Walking Our Faith: Grace found in a glass of wine
Walking Our Faith
Our Lenten abstinence will end at the end of next week, but I’m not so sure that I want to give up what I’ve given up.
In past years, I’ve given up things for Lent and mostly they seemed like silly efforts more inclined to dieting than religious observance. I’ve also given things away, in fact that’s how my winter scarf ministry started a year ago. That was a good thing to come from my Lenten observance.
Nevertheless, I decided in March to give up my nightly intake of red wine and my nightly consumption of political talk shows. Both had become such a large part of my weeknights. At dinnertime, I’d have the first glass of wine and listen to the first of my four-talk-show lineup. After dinner, it was knitting and another glass of wine and two more talk shows.
It became worrisome when the second glass was followed by another “half,” which became three. Never drunk or headachy the next morning, I was the frog in a slowly warming pan, developing a familiar tolerance. For this reason, I thought the absence of both would be a welcome break. But to be honest, I didn’t think I’d be successful.
This week I’ve been thinking a lot about grace. It’s one of those words we hear a lot but because it’s so familiar I don’t think we consider its meaning. Yet, it’s one of the most powerful words in our religious vocabulary.
I am speaking of God’s grace. The unmerited favor God bestows upon each of us. To some, it’s the equivalent of winning the lottery. And yes sometimes good things happen for no reason, and we can be grateful and thank God and that’s good.
But the unmerited favor I’m thinking of as we enter into Holy Week and walk the well-worn path to the cross, is nothing less than God’s love, which we could never earn. It is given so freely, not once, but every moment of every day no matter who we are or what we do, good or bad. Most perplexing, God loves the people we think he shouldn’t.
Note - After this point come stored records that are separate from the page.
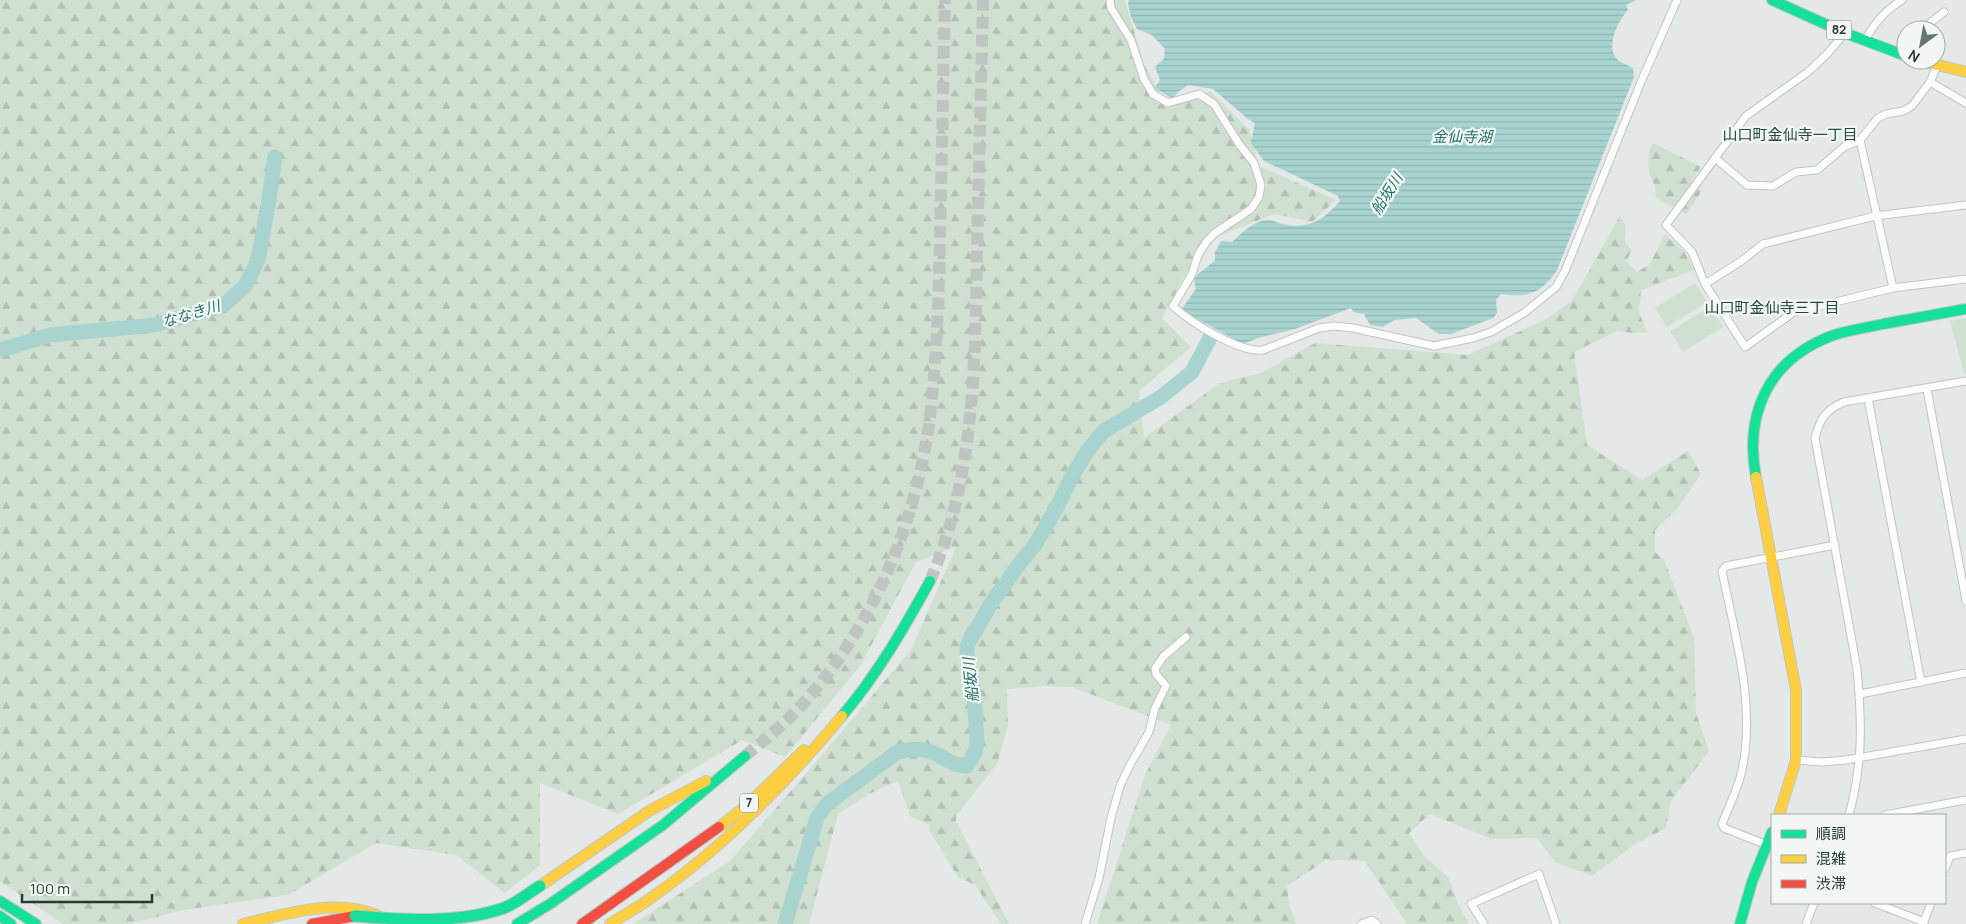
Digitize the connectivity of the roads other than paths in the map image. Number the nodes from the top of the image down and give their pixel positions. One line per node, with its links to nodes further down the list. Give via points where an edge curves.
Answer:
1 (1110, 0): 2 (street, via 1153,94 1168,103 1200,94 1214,104 1254,163 1261,185 1259,197 1251,209 1215,232 1207,241 1173,306 1233,345 1256,351 1319,328 1334,326 1434,346 1473,338 1491,332 1524,313 1556,287)
2 (1676, 0)
3 (1772, 0): 7 (main road, 82)
4 (1902, 0): 8 (street, via 1871,28)
5 (1944, 12): 6 (street)
6 (1934, 20)
7 (1845, 33): 8 (main road, 82); 16 (street, via 1808,72 1746,116)
8 (1865, 41): 9 (main road, 82)
9 (1896, 52)
10 (1946, 68): 12 (main road)
11 (1935, 70): 13 (street)
12 (1966, 72)
13 (1930, 82): 14 (street); 15 (street, via 1912,106 1878,118)
14 (1966, 104)
15 (1860, 140): 16 (street, via 1844,147 1816,170 1796,172 1773,186 1747,185); 18 (street)
16 (1715, 158): 20 (street, via 1666,225 1692,252)
17 (1966, 205): 18 (street)
18 (1875, 216): 20 (street, via 1763,244); 21 (street)
19 (1966, 279): 21 (street)
20 (1705, 284): 21 (street, via 1745,347 1794,312)
21 (1893, 288)
22 (1966, 310): 27 (main road, via 1832,335 1793,357 1776,376 1758,411 1752,447)
23 (1966, 381): 24 (street)
24 (1927, 389): 25 (street); 29 (street)
25 (1868, 398): 26 (street, via 1833,407 1820,421 1815,438); 32 (street)
26 (1835, 545): 27 (street); 33 (street)
27 (1771, 556): 38 (main road, via 1796,690); 46 (street, via 1726,566 1722,571 1743,677 1748,730 1741,772 1722,824 1724,828)
28 (930, 580): 34 (main road, 7, via 894,647)
29 (1966, 601)
30 (1186, 637): 63 (street, via 1155,668 1166,686 1155,708 1149,732 1120,786)
31 (1966, 673): 32 (street)
32 (1921, 682): 33 (street)
33 (1860, 694): 37 (street)
34 (855, 700): 61 (main road, 7, via 745,807); 62 (main road, via 793,773 735,830 661,892)
35 (1966, 739): 37 (street)
36 (745, 756): 39 (main road)
37 (1860, 758): 38 (street, via 1822,762); 43 (street)
38 (1796, 760): 42 (main road)
39 (728, 770): 58 (main road, bridge, via 650,811 504,908 449,921 355,916); 60 (main road, via 664,825)
40 (1966, 800): 41 (street)
41 (1910, 813): 44 (street)
42 (1778, 814)
43 (1849, 814)
44 (1898, 814)
45 (1771, 835): 46 (main road)
46 (1767, 845): 68 (main road)
47 (1966, 853): 48 (street, via 1950,856)
48 (1946, 866)
49 (0, 901): 56 (main road)
50 (1814, 904): 69 (street)
51 (1877, 904): 54 (street)
52 (1931, 904): 54 (street)
53 (0, 916): 55 (main road)
54 (1923, 923)
55 (11, 924)
56 (36, 924)
57 (243, 924): 59 (main road, via 326,907 372,912)
58 (312, 924)
59 (394, 924)
60 (517, 924)
61 (582, 924)
62 (610, 924)
63 (1085, 924)
64 (1361, 924): 65 (street, via 1372,920)
65 (1377, 924)
66 (1484, 924): 67 (street, via 1471,904 1539,874)
67 (1556, 924)
68 (1740, 924)
69 (1806, 924)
And that’s the problem. Most of the time what we notice sure doesn’t look like grace. We don’t like the grace that disappoints us, that answers our prayers not in the way we want, but in the way that is for our ultimate good. We want to win the lottery every time.
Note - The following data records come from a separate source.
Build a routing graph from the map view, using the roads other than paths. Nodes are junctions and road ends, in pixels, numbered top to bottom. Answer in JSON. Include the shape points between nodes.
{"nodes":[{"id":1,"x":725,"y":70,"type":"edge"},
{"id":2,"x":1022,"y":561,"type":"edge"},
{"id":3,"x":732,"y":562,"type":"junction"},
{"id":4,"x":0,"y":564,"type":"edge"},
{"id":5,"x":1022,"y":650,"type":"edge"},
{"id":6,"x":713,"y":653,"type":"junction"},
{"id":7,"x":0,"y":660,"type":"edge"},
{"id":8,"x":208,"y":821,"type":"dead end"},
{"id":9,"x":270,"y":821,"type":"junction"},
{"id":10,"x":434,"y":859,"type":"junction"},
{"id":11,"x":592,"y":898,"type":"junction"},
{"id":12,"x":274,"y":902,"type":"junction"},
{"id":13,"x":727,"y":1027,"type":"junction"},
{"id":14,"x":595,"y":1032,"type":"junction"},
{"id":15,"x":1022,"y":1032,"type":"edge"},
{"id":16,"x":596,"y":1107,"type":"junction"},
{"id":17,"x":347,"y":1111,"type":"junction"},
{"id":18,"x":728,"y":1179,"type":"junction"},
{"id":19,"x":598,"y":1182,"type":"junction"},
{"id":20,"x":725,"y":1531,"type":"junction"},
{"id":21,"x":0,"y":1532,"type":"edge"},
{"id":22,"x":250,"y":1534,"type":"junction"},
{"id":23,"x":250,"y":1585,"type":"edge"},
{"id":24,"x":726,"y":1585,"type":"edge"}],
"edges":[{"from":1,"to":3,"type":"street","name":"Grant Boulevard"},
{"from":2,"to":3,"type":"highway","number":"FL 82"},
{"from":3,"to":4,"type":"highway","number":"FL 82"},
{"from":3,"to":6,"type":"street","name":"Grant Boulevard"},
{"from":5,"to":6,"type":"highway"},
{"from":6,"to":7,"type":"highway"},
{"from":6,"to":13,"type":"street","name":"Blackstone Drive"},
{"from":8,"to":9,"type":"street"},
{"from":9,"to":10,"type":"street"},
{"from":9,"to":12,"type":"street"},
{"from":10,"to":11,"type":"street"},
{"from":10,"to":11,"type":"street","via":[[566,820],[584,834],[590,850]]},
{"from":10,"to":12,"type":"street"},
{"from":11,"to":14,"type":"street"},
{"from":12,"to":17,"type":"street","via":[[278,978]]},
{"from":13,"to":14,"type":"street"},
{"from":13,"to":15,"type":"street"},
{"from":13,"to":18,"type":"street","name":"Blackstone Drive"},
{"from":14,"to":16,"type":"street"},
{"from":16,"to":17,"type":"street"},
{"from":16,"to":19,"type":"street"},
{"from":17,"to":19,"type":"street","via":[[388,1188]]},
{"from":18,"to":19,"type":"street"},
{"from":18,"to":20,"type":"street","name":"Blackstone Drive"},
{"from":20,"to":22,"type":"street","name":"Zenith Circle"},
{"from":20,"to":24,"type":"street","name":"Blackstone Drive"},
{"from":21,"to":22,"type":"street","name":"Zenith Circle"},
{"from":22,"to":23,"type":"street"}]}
In our nightly phone call, Mom told me of a woman who had asked her to pray for her brother who was in the painful last stages of lung cancer. Mom prayed with the woman but later found out the man had died the very next day. Mom was devastated and felt her prayer had gone unheard and that she had let the woman down.
Mom spent the next two days seeking an answer from God. What she received wasn’t entirely satisfactory. She felt God told her that sometimes healing comes as an end to suffering. This is one of those answers which are most difficult to understand, especially when the answer means the loss of someone we love.
Our walk of faith is often incomprehensible. Often that is the case when we notice, or don’t, God’s presence in the world. Why would the Creator of the Universe choose to be born of poor parents, live a tradesman’s life, choose his apostles from the ill-literate working class, heal the destitute, feed the poor, save the adulterer from stoning and the tax collector from corruption? We want our heroes to be winners, not losers.
He was supposed to come as a king. He should have been dressed in the finest robes and spent his time in palaces with those who were smart and beautiful and rich. Instead he spent his few years with the least of us, allowed himself to be beaten, humiliated, and ultimately to suffer the most horrific death. Then he left us. As we look around, have things improved?
Grace is one of God’s great mysteries. Why are we given what we could never earn? Why are our prayers sometimes answered in ways that only make sense years from now or never in our time on Earth?
I was mostly successful in abstaining from red wine and political talk. And I discovered I like myself better with the absence of both. So, they’ll take a different place in my life going forward — special occasions rather than a nightly ritual.
But this discovery wasn’t the greatest gift. It was God’s grace. I was certain I wouldn’t abstain from wine and political talking heads for seven weeks. I’ve tried in years past and failed within days. God showed me not only that I could, but my life would be happier as a result. Perhaps it’s a small thing. But noticing God’s grace is another step closer to him.